Charities and other organisations who employ care workers to do sleep-in shifts should regularly review their practices, procedures and contracts in wake of Appeal Court case, writes Ben Doherty, Partner and Head of Lindsays’ Employment team
A recent court case has been described as a watershed for social care charities, freeing them from the threat of £400 million worth of legal claims.
But while social care employers are hugely relieved about the decision, their celebrations are muted to say the least. There are no winners here, according to one chief executive in the charity sector.
The case concerns the issue of ‘sleepovers’, and the pay of care workers who do sleep-in shifts (where they stay overnight in case they are needed to help out but are generally expected to get a good night’s sleep).
A number of previous Employment Tribunal cases and appeals had ruled that care workers were entitled to National Minimum Wage (NMW) for each hour of a sleep-in shift because, despite being asleep, they were doing ‘time work’ and not just available for work. Employers who had commonly paid staff a flat fee of £25-£30 for sleepovers were facing thousands of backpay claims, and didn’t have the reserves or revenues to pay them.
But this month, the Court of Appeal reversed this position in respect of sleep-in workers who are expected to sleep, saying that they are available for working rather than actually working. This means that only when such workers are required to be awake for the purposes of working are they eligible for NMW.
The ruling in Royal Mencap Society v Tomlinson-Blake defuses the threat of the backpay claims by sleep-in workers, and removes an existential threat to providers’ financial sustainability and ability to support vulnerable service users.
Why, then, aren’t the champagne corks popping in the social care sector?
Because as well as the legal liabilities, the sleepovers issue involves questions around government policy, public-sector finances, the funding of social care, and, for employers, HR and employee relations.
In Scotland, the Scottish Government has previously committed the payment of Scottish Living Wage (ie, a higher rate than NMW) to workers in the social care sector. Following the earlier Employment Appeal Tribunal decision that sleepovers were eligible for National Minimum Wage, the Scottish Government said this commitment covered all hours worked, including sleepover hours.
It is yet to be seen whether further announcements from the Scottish Government will follow the Court of Appeal ruling, and what the ramifications of any announcement would be for social care providers, local authorities or other organisations whose contract arrangements include sleepovers.
For example, if an organisation is no longer legally required to pay NMW or Living Wage for sleepovers, but is still contractually obliged to pay it, they may well have reason to fear whether their future commitments will be funded.
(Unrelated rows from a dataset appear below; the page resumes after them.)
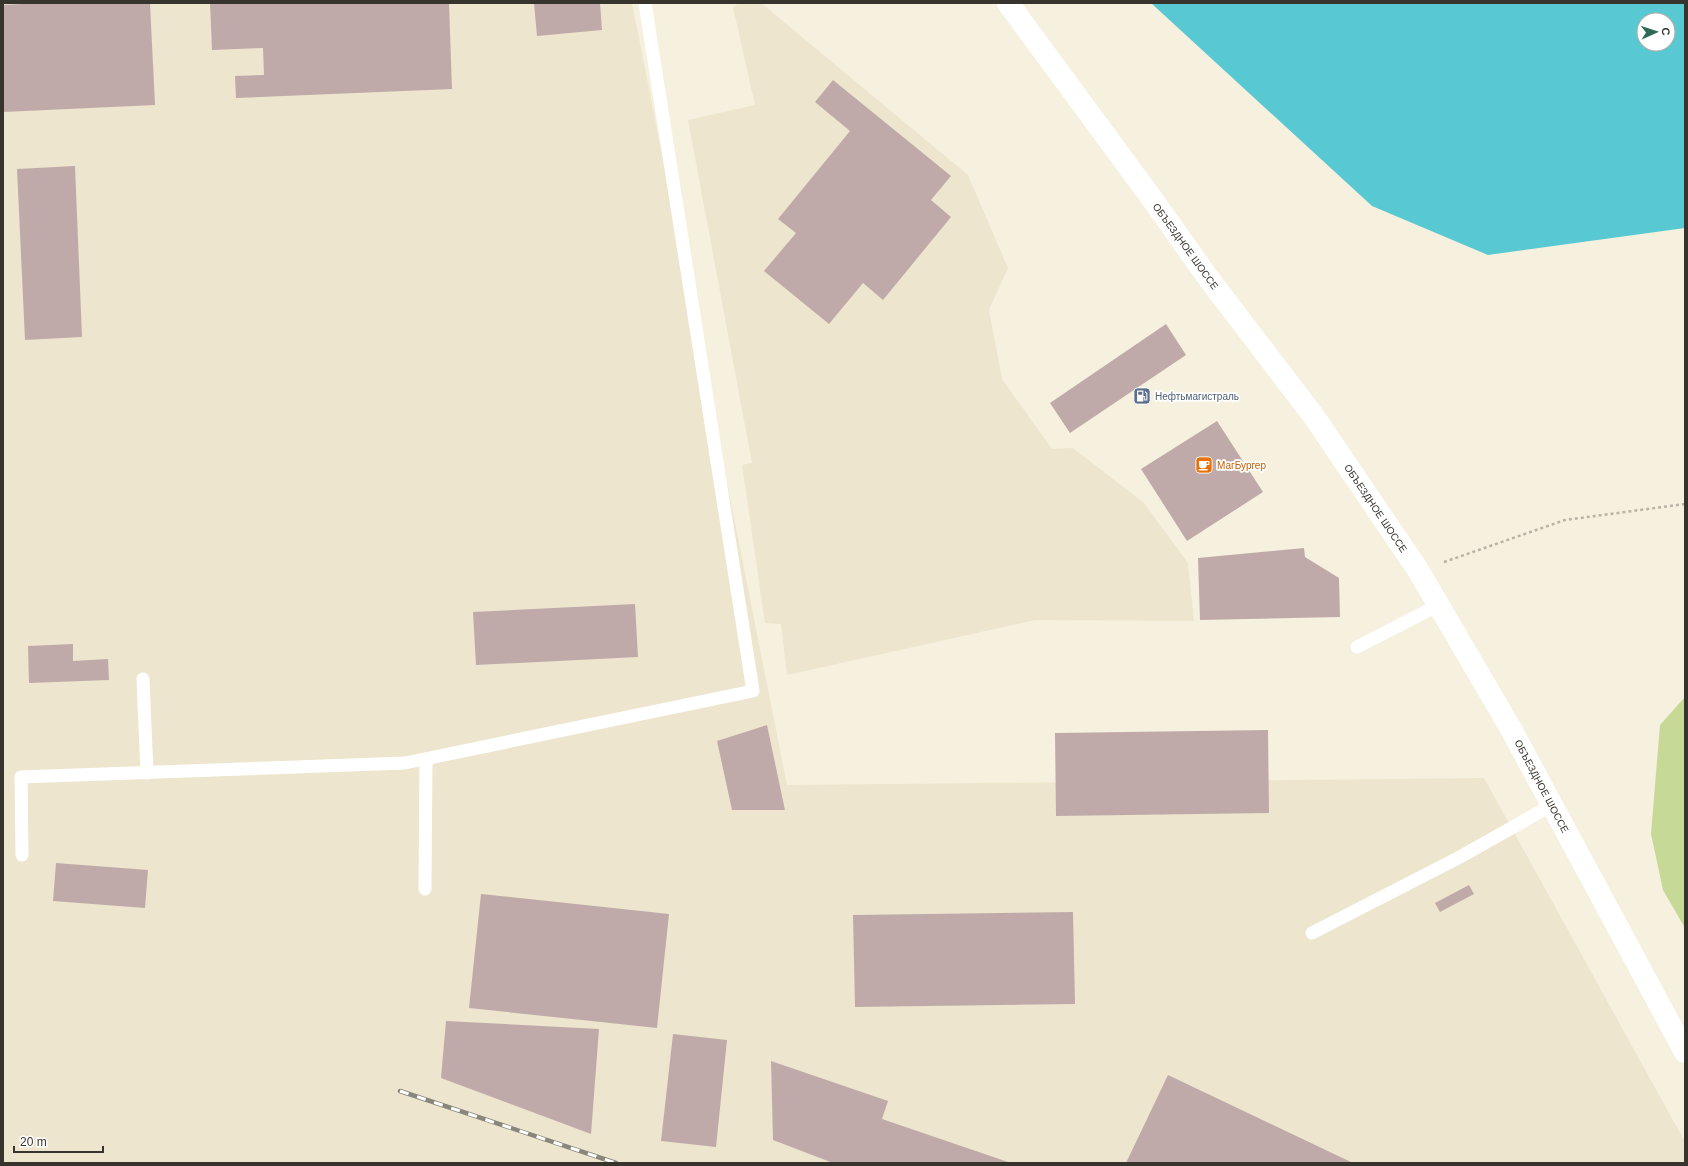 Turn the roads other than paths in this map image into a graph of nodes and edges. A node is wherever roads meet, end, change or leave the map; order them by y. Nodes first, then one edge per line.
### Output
1 (645, 3) edge
2 (1008, 3) edge
3 (1439, 605) junction
4 (1357, 647) dead end
5 (143, 678) dead end
6 (426, 759) junction
7 (147, 773) junction
8 (1552, 805) junction
9 (22, 855) dead end
10 (425, 889) dead end
11 (1312, 933) dead end
12 (1685, 1052) edge

1 - 6 lane
2 - 3 main road, ОБЪЕЗДНОЕ ШОССЕ
3 - 4 lane
3 - 8 main road, ОБЪЕЗДНОЕ ШОССЕ
5 - 7 lane
6 - 7 lane
6 - 10 lane
7 - 9 lane
8 - 11 lane
8 - 12 main road, ОБЪЕЗДНОЕ ШОССЕ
Another issue here is that many social care charities still want to pay NMW for sleepovers. Following the Court of Appeal ruling, a coalition of care providers for people with learning disabilities, the #SolveSleepIns Alliance, immediately called on the UK Government to legislate for care workers to be entitled to NMW for all sleep-in shifts, and for the Government to fund this and ‘ensure a fair deal for employees’.
And there’s also another major uncertainty – whether unions will decide to appeal this to the Supreme Court (and be given permission to do so). A successful appeal could re-open the backpay liabilities, and while the UK or Scottish governments may fund future payment of NMW / Living Wage for sleepovers, they’ve not made assurances about funding the backpay claims.
So, it’s understandable why the sleepovers issue is still causing long faces, and, dare we say it, sleepless nights.
Even if a further appeal is ruled out and other uncertainties resolved, it’s essential that charities take on board the wider lesson of all this: that they operate in a context where the sands of law and policy are ever-shifting.
With employment law, this means charities (and other employers) should regularly review their practices, procedures and contracts. As well as ensuring they’re compliant with current law, they must horizon-scan for future liabilities, reputational risk or areas that might affect their ability to attract and retain good staff.
The contracts they negotiate should also allow them flexibility and resilience to navigate changes to their costs or obligations.
For now, the sleepover decision has given huge relief to the social care sector, and also the people it cares for. But risks remain, and vigilance is a better response than joy.